Die hannoversche Chronik erzählt, daß dieser mächtige, düstere Bau einst ganz im Wald gestanden habe, der sich ja einstmals in großer Ausdehnung um die getreue Stadt Hannover zog und der Lieblingsaufenthalt des Räubers Hanebusch gewesen sei, der dort von seinen unzähligen Blutthaten ausruhte, um sein Gewissen durch tüchtige Räusche einzuschläfern; anderen Nachrichten zufolge hat es ein schwedischer Trompeter bewohnt, der, „des langen Haders müde“, in den blauen Augen einer niedersächsischen Dirne den westphälischen Frieden eher, als alle seine Vorgesetzten gefunden hat. Wie dem auch sei, die heutigen Gäste fühlten sich unter der düsteren Firste äußerst gemüthlich. Es wurde lebhaft debattirt, denn die Helden des Tages waren draußen auf der Festwiese, bei den Scheibenständen und rangen um den Preis, wie das ununterbrochene Knattern ihrer Büchsen errathen ließ. Die meiste Anwartschaft auf die Königswürde schien der Forstwart zu haben, welcher auch als tüchtiger Schütze weit und breit bekannt war, was sein Beruf schon forderte, und obendrein hatte er seinem Könige und Kaiser als Scharfschütze unter den Goslar’schen Jägern gedient.

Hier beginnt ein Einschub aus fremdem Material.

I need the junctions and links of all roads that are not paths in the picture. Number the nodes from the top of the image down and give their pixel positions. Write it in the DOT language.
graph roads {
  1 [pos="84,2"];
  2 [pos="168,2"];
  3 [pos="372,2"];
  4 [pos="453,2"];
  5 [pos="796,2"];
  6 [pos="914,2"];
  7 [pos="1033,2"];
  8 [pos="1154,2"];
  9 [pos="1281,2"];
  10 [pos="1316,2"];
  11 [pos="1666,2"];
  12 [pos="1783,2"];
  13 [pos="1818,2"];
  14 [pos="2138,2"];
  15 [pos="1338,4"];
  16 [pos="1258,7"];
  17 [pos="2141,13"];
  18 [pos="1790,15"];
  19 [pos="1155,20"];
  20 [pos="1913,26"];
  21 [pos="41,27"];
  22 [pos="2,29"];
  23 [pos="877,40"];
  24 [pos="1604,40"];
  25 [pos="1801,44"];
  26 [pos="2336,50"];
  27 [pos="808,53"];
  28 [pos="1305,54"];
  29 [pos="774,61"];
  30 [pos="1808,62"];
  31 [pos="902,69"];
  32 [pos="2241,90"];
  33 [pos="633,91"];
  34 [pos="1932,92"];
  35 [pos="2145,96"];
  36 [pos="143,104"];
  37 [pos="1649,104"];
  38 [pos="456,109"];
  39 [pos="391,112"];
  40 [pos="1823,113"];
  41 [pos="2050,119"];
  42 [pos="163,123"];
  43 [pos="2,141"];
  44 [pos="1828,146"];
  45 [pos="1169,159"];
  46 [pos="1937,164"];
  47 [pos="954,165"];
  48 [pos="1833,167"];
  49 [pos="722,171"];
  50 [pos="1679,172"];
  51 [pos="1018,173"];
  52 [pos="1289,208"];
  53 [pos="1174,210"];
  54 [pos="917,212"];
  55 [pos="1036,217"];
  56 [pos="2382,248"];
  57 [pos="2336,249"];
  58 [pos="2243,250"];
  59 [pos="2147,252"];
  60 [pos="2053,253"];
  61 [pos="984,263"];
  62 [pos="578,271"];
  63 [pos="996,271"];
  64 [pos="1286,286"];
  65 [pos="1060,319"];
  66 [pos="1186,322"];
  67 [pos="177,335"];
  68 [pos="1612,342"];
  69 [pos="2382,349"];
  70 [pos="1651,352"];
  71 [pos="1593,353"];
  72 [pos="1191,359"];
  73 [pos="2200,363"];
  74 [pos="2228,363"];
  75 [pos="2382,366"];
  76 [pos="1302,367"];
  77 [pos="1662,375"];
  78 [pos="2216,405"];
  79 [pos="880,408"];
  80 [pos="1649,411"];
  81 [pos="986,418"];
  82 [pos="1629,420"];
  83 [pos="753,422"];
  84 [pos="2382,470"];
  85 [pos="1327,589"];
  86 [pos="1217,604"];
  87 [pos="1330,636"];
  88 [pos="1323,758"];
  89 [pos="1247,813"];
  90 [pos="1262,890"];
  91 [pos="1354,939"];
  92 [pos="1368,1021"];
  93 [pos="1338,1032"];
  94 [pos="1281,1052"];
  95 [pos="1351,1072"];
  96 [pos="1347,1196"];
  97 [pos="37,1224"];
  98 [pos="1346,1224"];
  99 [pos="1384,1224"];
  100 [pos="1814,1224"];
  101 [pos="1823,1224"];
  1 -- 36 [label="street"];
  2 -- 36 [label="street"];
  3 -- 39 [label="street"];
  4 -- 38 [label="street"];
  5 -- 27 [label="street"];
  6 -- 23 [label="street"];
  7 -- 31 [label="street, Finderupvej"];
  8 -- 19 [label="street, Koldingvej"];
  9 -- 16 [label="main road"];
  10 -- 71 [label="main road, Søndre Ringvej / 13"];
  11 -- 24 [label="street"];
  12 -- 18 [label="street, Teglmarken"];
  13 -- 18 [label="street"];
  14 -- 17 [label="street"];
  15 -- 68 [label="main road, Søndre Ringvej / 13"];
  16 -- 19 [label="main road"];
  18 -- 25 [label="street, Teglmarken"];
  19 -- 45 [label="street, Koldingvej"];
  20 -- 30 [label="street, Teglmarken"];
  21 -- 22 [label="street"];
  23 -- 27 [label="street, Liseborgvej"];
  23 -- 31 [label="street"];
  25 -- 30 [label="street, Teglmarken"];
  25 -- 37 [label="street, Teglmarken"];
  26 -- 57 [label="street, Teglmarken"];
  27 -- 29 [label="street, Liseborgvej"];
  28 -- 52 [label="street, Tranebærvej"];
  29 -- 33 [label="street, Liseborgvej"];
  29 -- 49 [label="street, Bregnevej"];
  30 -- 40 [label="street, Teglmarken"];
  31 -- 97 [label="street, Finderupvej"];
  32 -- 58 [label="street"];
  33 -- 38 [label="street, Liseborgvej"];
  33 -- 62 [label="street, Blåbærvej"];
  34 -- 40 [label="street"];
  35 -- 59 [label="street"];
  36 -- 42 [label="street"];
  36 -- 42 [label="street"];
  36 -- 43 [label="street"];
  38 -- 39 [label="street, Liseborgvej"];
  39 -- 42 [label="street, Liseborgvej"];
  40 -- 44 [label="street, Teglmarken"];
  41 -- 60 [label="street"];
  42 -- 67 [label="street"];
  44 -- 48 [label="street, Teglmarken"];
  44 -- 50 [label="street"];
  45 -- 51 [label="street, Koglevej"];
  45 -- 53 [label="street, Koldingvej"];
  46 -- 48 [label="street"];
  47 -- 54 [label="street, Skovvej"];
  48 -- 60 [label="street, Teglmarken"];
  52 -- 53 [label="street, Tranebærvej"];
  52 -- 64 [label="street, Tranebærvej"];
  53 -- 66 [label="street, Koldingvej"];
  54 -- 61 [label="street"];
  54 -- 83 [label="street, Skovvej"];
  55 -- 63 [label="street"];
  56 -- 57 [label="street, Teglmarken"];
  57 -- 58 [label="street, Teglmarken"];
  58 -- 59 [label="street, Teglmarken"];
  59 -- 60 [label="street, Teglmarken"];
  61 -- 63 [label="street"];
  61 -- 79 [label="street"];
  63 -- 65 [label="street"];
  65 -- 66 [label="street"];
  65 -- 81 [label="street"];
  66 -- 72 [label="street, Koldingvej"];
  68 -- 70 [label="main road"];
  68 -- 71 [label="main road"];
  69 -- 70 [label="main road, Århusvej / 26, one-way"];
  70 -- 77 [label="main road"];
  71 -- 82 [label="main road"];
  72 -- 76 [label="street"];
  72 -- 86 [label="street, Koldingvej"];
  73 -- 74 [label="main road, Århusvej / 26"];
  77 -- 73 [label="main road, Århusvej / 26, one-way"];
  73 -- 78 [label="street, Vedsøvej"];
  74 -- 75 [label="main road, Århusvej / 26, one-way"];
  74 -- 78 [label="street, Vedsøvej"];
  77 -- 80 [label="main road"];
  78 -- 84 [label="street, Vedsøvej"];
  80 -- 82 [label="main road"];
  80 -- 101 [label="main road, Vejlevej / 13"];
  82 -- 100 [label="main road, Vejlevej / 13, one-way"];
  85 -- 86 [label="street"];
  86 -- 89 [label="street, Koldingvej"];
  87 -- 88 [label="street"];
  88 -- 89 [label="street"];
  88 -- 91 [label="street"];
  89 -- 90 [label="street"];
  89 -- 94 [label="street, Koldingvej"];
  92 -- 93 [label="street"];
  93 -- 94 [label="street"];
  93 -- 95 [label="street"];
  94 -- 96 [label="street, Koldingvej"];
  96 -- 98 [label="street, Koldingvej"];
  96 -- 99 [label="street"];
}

Keine Stimme erhob sich für den neunzehnjährigen Kunrad Wendt, worüber das schmucke Bauerntöchterchen, die in der Nähe der Debattirenden saß, äußerst betrübt war, da sie dem braven Jungen herzlich gut war; selbst der leibliche Vater Kunrad’s sagte zu ihr: „Meßföhren un [244] flietig arbeiten, dortau hett he Kunnevieten. äwer de Scheetprögel is keene Meßfork (Mistfahren und fleißig arbeiten, dazu hat er Geschick, aber der Schießprügel ist keine Mistgabel).“

Doch alle diese Debatten, Wetten und Vermuthungen wurden plötzlich durch ein lärmendes, fröhliches Geschnatter und Gejauchze unterbrochen, begleitet von herausforderndem Trommelwirbel; das Schießen hatte aufgehört, und in stolzem Zuge, voran der bekränzte Schützenkönig, dem die errungene Scheibe als Preis nachgetragen wurde und dem der alte Veteran und Nachtwächter, die Trommel schlagend, voranschritt, bewegte sich der Menschenschwarm zum Wirthshause, woselbst der Held des Tages den Honoratioren und den Seinigen vorgestellt werden sollte. – Doch wer sitzt denn da plötzlich, Gewitterwolken auf der Stirn, und stiert in seinen Bierkrug? Das ist ja der vielbelobte Held des Tages, der Forstwart, und neben ihm der reichste Bauernsohn des Dorfes, verschnupft und mit geballter Faust. Der fleißige Arbeiter und schlechte Schütze Kunrad hatte den Preis errungen, und noch dazu mit einer Flinte ältester Construction, dem Feuersteinschloß, doch was eigentlich die Hauptsache dabei ist, beglückt vom hartnäckigsten „Schlump“ – denn um des greisen Vaters Worte zu gebrauchen „der Scheetprögel is keene Meßfork“. – Der ingrimmige Forstwart murmelte denn auch vernehmlich genug in den Bart: „De dümsten Buern hebben de dicksten Kartuffeln“ und andere tröstliche Sprüchwörter mehr, während der reiche Bauernsohn zu thätlicher Rache aufzustacheln suchte. Das Glück Kunrad’s wurde jedoch hierdurch nur gehoben, der von den Seinigen mit Jubel und frohem Staunen begrüßt wurde, von der Geliebten mit selig blitzenden Augen, vom ungläubigen Vater mit ausgebreiteten Armen und entkorkter Flasche, von den Uebrigen mit Staunen, Wohlwollen und herzlichen Glückwünschen.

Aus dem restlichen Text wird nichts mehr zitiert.